It took me a couple years to give My Love Story a shot. I wasn't taken with the art. It kept me from bothering with the series. But man, you guys, I loved this story. And the art gradually became rather charming to me. Earlier in this list, I highly recommended Horimiya, a wonderful progressive love story. I love Horimiya so much but if there's one part where it falls down a bit, it's with side character creep. Gradually as the series goes and new side characters join the book, we get less and less focus on the main couple, who are the reason why we're reading the story in the first place. My Love Story doesn't have that problem. This is about Takeo and Yamato from beginning to end—and any stories dealing with the side characters are there to serve the telling of the main story. It's refreshing to see such a single-minded pursuit of a story about a boy and his girlfriend. My Love Story is progressive romance (i.e. one that moves beyond the meet-cute and the will they/won't they question, exploring their life as an established couple and beyond). Takeo is a 6'6" muscular and forthright 15yo boy (who people mistake for an imposing and therefore creepy adult) and has had zero luck with the ladies despite being incredibly popular with the guys. Early in volume 1, he rescues Yamato from a groper on the train and after an initial confusion where Takeo thinks she's interested in his friend, they start dating. All this happens in the first half of vol 1. The rest of the 13 vols is exploration of their relationship given their personalities and insecurities. And it's kind of delightful. One other aspect I appreciated was the deep love between Takeo and his best friend Sunakawa. They care so much for each other and are deeply invested in each other's happiness. It was pretty beautiful to see. I got the whole thing from the library and binged it over the course of three days. I'd probably recommend taking more time with it than I gave.


 

Shirley Jackson's "The Lottery"

Miles Hyman
160 pages
Hill and Wang
ISBN: 0809066505 (Amazon)

When you see, Oh look, some guy adapted another piece of classic American literature into the graphic novel form, and you think, Oh joy, what a waste of time—when that happens, 10 out of 10 times you're on the right track. Skepticism toward comics adaptations of great literature is well-founded and merited. The products produced are nearly always trash.

But not this time.

Shirley Jackson's story is dark, sinister, and impressive. But for me, as good as it is, it was always waiting for this: the moment when Jackson's own grandson would take his grandmother's signature work and draw the hell out of it, delivering this amazing thing that (for my money) actually improves on the original work. I don't understand his brand of witchcraft but I was awed. This is a gorgeous work, the illustrations lush and evocative. (Caveat: the lettering is a weakness.) I was delivered into Jackson's world like never before.


 

Princess Jellyfish

Akiko Higashimura
9 vols
Kodansha
ISBN: 1632362287 (Amazon)

Oh man Princess Jellyfish was a lot of fun. Higashimura takes a cast of characters I don't really like and lets them (most of them at any rate) charm me into enjoying their antics. Both my wife and I audibly laughed or chuckled our way through the series. And while at nine vols it feels a bit padded out (five probably would have been better), we both pretty thoroughly enjoyed our time in her world.


 

Peter Pan

Régis Loisel (translated by Nicolas Rossert)
336 pages
Soaring Penguin
ISBN: 1908030070 (Amazon)

In preparation for reviewing Régis Loisel’s Peter Pan, I thought it necessary to show due diligence by reading J.M. Barrie’s novel, Peter and Wendy. I’m glad I did. Not only is Barrie a fantastic writer with a grand taste for words (and the worlds their interplay can invoke), but I found the opportunity to have my conception of Pan entirely overturned. I, like too many others, have had my entire familiarity with the character dictated by the sanitized Disney product.

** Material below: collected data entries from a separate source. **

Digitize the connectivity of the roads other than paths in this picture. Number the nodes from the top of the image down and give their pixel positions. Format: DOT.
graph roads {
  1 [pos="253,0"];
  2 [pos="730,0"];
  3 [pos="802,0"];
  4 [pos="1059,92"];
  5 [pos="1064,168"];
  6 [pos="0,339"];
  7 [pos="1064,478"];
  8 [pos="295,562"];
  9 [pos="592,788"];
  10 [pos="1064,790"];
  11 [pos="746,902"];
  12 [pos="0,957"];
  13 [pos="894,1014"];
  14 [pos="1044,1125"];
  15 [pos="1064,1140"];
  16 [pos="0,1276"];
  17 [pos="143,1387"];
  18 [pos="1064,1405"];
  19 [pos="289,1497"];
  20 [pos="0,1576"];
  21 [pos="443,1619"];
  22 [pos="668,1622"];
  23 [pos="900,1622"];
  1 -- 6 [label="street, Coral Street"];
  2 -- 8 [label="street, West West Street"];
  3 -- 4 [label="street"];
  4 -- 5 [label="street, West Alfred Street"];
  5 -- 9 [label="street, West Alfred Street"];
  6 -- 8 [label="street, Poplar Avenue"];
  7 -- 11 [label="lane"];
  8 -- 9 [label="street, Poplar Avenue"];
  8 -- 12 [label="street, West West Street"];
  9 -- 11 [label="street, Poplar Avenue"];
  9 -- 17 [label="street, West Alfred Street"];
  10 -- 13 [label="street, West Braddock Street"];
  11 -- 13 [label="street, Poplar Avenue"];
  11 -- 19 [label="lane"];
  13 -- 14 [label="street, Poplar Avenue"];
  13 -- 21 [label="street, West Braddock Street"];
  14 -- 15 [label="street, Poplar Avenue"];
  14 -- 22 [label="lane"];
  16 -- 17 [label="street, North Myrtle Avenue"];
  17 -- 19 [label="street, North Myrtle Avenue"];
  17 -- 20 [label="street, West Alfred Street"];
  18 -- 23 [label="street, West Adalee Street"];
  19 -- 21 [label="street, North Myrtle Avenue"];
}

Most of us are familiar with Disney’s penchant for trimming and reframing classic stories into confections made palatable for audiences in the lowest common denoninator (in this particular case, terrified moralists). Under Disney’s pen, Hans Christian Anderson’s littlest mermaid does not lose her tongue, does not walk with excruciating pain, is not tempted to murder, and does not perish in the end. Disney’s Pinocchio does not kill the talking cricket at the beginning of the story. Victor Hugo’s finale doesn’t end in a litany of death with Disney at the helm. The stories of Cinderella, Snow White, Sleeping Beauty, Pocahontas, Aladdin—all paved over, gently landscaped, tidied, and made wholesomely presentable by the Disney company. Some of these stories survive their crisp evolution and become their own wonderful selves in a kind of cinematic afterlife. Others, like Peter Pan, fair less well. Not only does the story lose Barrie’s ingenious narration, the chief and principal joy of the book, but Pan’s character and world are eviscerated, losing all of the frightening terrifying heart that makes Barrie’s story so wonder-strikingly perfect. I’m actually somewhat upset at Disney for turning such a work of beauty into the anemic sort of innocuous adventure we find in their Peter Pan. Their version kept me from reading the original for more than three decades.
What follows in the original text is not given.